Según apunta el ensayista Youssef Ishaghpour [3], quien dedica un libro al comentario de la obra del pintor estadounidense, en una época de auge de la reproductibilidad técnica, en la que la figuración y la narración estaban olvidados en la pintura, pues el materialismo se vació de sentido, Hopper no desvía su mirada de las contingencias externas. Contrariamente a la tendencia artística que, en una realidad cada vez más vaciada de sentido y más irreconocible, tiende a ir hacia una dimensión interior alejada del mundo, Hopper se mantiene fiel a ese desaborido presente [4].
Queremos mostrar cómo en Automat, 1927, un cuadro en el que nos reconocemos por su cotidianidad y que refleja una aparente mansedad, Hopper nos enseña la captación de un mundo vaciado de sentido con un fondo melancólico recóndito. Es esto lo que nos interesa remarcar siguiendo la línea marcada por Lacan sobre cómo el arte consigue recoger ese real abismático y presentárnoslo de una forma apacible, pero sin borrar la perturbación por completo.
I.
Las pinturas de Hopper, como podemos ver en Automat, se asimilan a imágenes pintadas, se trata de una combinación entre la imagen fotográfica y la pintura. La imagen pintada muestra la inmortalidad, la intemporalidad, mientras que la fotografía muestra la finitud y la muerte [5]. La fotografía elimina la realidad de la imagen, la congela, mientras que la imagen pintada la conserva. Ambas detienen el curso de la temporalidad, pero en la imagen pintada, al conservar la realidad de la imagen, produce un efecto de instante detenido, de realidad sin tiempo [6]. Se trata de un tiempo congelado, un tiempo que no pasa, lo cual explicita muy bien la temporalidad melancólica que, como veremos, es una temporalidad sin horizonte.

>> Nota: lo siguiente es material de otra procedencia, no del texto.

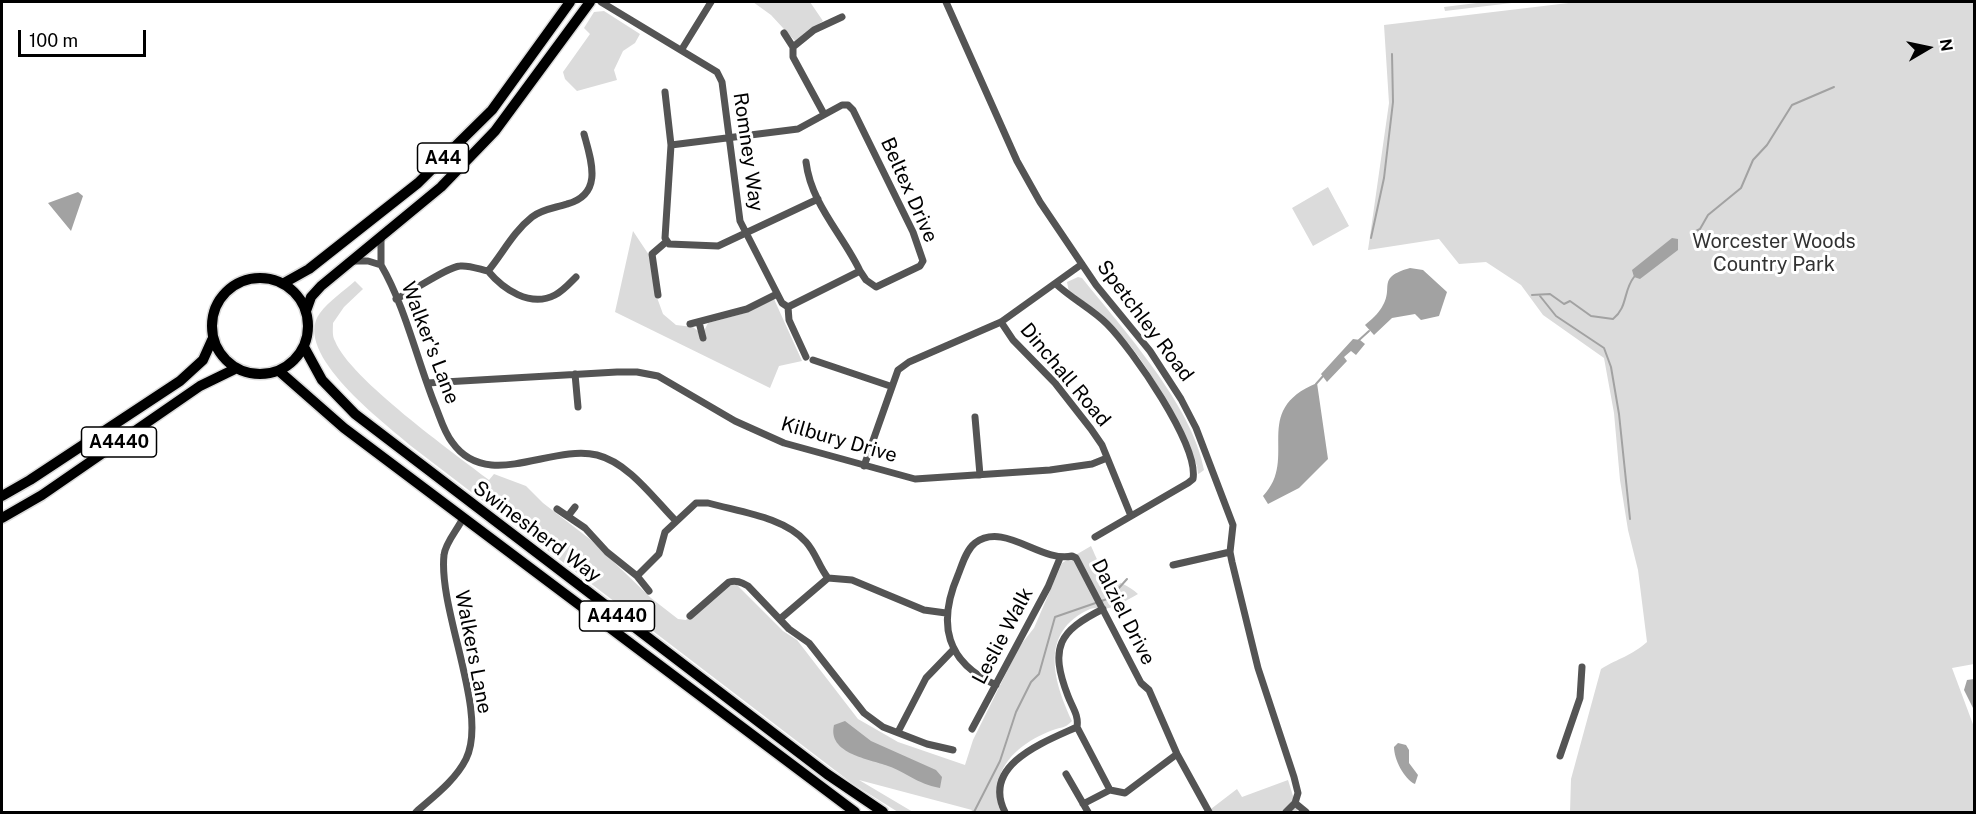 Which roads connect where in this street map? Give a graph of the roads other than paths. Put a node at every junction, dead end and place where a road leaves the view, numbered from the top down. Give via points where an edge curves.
1 (570, 2) edge
2 (590, 2) edge
3 (601, 2) edge
4 (711, 2) edge
5 (946, 2) edge
6 (842, 17) dead end
7 (783, 33) dead end
8 (793, 47) junction
9 (682, 49) junction
10 (665, 92) dead end
11 (824, 114) junction
12 (584, 134) dead end
13 (729, 138) junction
14 (670, 145) junction
15 (806, 162) dead end
16 (818, 199) junction
17 (746, 233) junction
18 (381, 236) junction
19 (666, 242) junction
20 (351, 261) junction
21 (1082, 264) junction
22 (381, 265) junction
23 (488, 271) junction
24 (860, 271) junction
25 (576, 277) dead end
26 (284, 283) junction
27 (1056, 284) junction
28 (777, 294) junction
29 (658, 295) dead end
30 (396, 299) junction
31 (788, 307) junction
32 (306, 311) junction
33 (699, 322) junction
34 (1001, 322) junction
35 (690, 324) dead end
36 (702, 338) dead end
37 (213, 340) junction
38 (304, 347) junction
39 (237, 369) junction
40 (279, 371) junction
41 (575, 374) junction
42 (427, 383) junction
43 (890, 386) junction
44 (578, 407) dead end
45 (975, 417) dead end
46 (1107, 458) junction
47 (864, 466) junction
48 (980, 475) junction
49 (2, 496) edge
50 (575, 507) dead end
51 (557, 509) dead end
52 (568, 516) junction
53 (1131, 516) junction
54 (2, 518) edge
55 (463, 519) junction
56 (676, 521) junction
57 (1095, 537) dead end
58 (1230, 552) junction
59 (1060, 558) junction
60 (1173, 565) dead end
61 (637, 576) junction
62 (828, 578) junction
63 (649, 591) dead end
64 (1102, 607) junction
65 (946, 613) junction
66 (690, 616) dead end
67 (780, 619) junction
68 (954, 649) junction
69 (1582, 667) dead end
70 (996, 685) junction
71 (1077, 728) junction
72 (972, 729) dead end
73 (898, 732) junction
74 (953, 750) dead end
75 (1177, 754) junction
76 (1560, 756) dead end
77 (1066, 774) dead end
78 (1110, 790) junction
79 (1295, 803) junction
80 (1083, 804) junction
81 (1207, 812) edge
82 (416, 813) edge
83 (855, 813) edge
84 (883, 813) edge
85 (1005, 813) edge
86 (1088, 813) edge
87 (1286, 813) edge
88 (1306, 813) edge

1 - 26 main road, A44 via 492,110 434,167 360,231
2 - 18 main road, A44 via 495,131 441,187
3 - 9 street, Romney Way
4 - 9 street
5 - 21 street, Spetchley Road via 1017,161
6 - 8 street via 814,30
7 - 8 street
8 - 11 street via 794,57
9 - 13 street, Romney Way via 717,72 722,82
10 - 14 street
11 - 13 street, Beltex Drive via 798,129
11 - 24 street, Beltex Drive via 842,105 853,110 914,232 923,261 920,266 876,286
12 - 23 street via 594,170 585,193 571,203 533,216 506,244
13 - 14 street, Beltex Drive
13 - 17 street, Romney Way via 738,211
14 - 19 street
15 - 16 street
16 - 17 street
16 - 24 street
17 - 19 street via 711,247
17 - 28 street, Romney Way
18 - 20 main road, A44
18 - 22 street, Walker's Lane
19 - 29 street via 652,255
20 - 22 street, Walker's Lane
20 - 32 main road, A44 via 311,297
21 - 27 street
21 - 58 street, Spetchley Road via 1150,351 1181,399 1208,455 1233,525
22 - 30 street, Walker's Lane
23 - 25 street via 511,292 539,299 560,293
23 - 30 street via 468,266 446,269
24 - 31 street
26 - 32 main road via 297,294
26 - 37 main road via 262,277 234,284 213,312
27 - 34 street
27 - 53 street via 1107,324 1142,368 1162,398 1191,463 1193,479
28 - 31 street, Romney Way
28 - 33 street via 747,309
30 - 42 street, Walker's Lane
31 - 43 street, Romney Way via 789,320 809,359
32 - 38 main road
33 - 35 street
33 - 36 street
34 - 43 street via 903,365
34 - 46 street, Dinchall Road via 1070,400
37 - 39 main road via 219,352
37 - 49 main road, A4440 via 202,360 180,381
38 - 40 main road via 294,361
38 - 84 main road, Swinesherd Way / A4440 via 322,380 355,414
39 - 40 main road via 253,374
39 - 54 main road, A4440 via 200,386 42,495
40 - 55 main road, Swinesherd Way / A4440 via 344,428
41 - 42 street, Kilbury Drive
41 - 44 street
41 - 47 street, Kilbury Drive via 647,373 689,392 758,433
42 - 56 street, Walker's Lane via 452,444 468,456 500,467 561,453 580,452 612,460
43 - 47 street
45 - 48 street
46 - 48 street, Kilbury Drive via 1050,470
46 - 53 street, Dinchall Road
47 - 48 street, Kilbury Drive via 915,479
50 - 52 street
51 - 52 street
52 - 61 street
53 - 57 street
55 - 82 street, Walkers Lane via 444,552 443,585 464,670 471,745 455,776
55 - 83 main road, Swinesherd Way / A4440
56 - 61 street via 662,536 659,554
56 - 62 street via 696,503 708,503 781,524 805,540
58 - 60 street
58 - 79 street, Spetchley Road via 1258,668 1294,777 1298,793
59 - 64 street, Dalziel Drive via 1076,558
59 - 65 street, Dalziel Drive via 995,536 981,539 968,552
59 - 70 street, Leslie Walk
61 - 63 street
62 - 65 street via 852,580 924,610
62 - 67 street
64 - 71 street via 1077,622 1061,643 1061,672 1077,715
64 - 75 street, Dalziel Drive via 1141,683 1149,690
65 - 68 street, Dalziel Drive
66 - 67 street via 720,588 735,580 748,586
67 - 73 street via 809,643 864,713
68 - 70 street, Dalziel Drive via 970,671
68 - 73 street via 926,678
69 - 76 street via 1580,698
70 - 72 street, Leslie Walk
71 - 78 street
71 - 85 street via 1010,764 1001,788
73 - 74 street
75 - 78 street via 1125,793
75 - 81 street, Dalziel Drive
77 - 80 street
78 - 80 street
79 - 87 street
79 - 88 street
80 - 86 street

En el cuadro nos encontramos ante una mujer que ha quedado detenida en una acción, la acción de la espera. La espera en sí, ya es una detención, una detención ante una ausencia que se retrasa. Mientras “la ausencia dura, ─nosdice Barthes─ me es necesario soportarla. Voy pues a manipularla. Manipular la ausencia es aplazar el momento, retardar lo más posible el instante en que el otro podría caer de la ausencia a la muerte” [7]. Es esa tensión, entre la ausencia y la muerte, la que veremos que sostiene el cuadro de Hopper. Podríamos decir que se trata de una ausencia a ras de la muerte, pues la suspensión del tiempo provoca una espera infinita, una espera en la que no solo no termina nada, sino que nada comienza [8], ubicada entre el siempre y el todavía no. Esa suspensión de la acción hace conservar, dentro de una tristeza desoladora que empaña esa espera, la posibilidad de que algo ocurra. De esta manera, vemos que el cuadro, en la espera, nos mantiene sin caer en la muerte, aunque ésta aceche, en el amparo del vacío desolador de la ausencia.

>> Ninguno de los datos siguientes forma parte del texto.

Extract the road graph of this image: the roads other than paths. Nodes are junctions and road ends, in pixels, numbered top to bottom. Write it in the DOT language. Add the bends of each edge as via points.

La mujer se presenta bajo un profundo ensimismamiento, cerrada en sí misma, de hecho, podría decirse que no posee ningún vínculo con el escenario que le rodea. En el estilo de Hopper se observa un predominio de la estructura geométrica. La línea recta y cerrada “separa y cierra cada cosa individual, produce inmovilidad, impone silencio sobre la fenomenalidad de todo organismo y tiende a excluir toda vida” [9]. Este estilo se opone a la forma orgánica, deviene extraño.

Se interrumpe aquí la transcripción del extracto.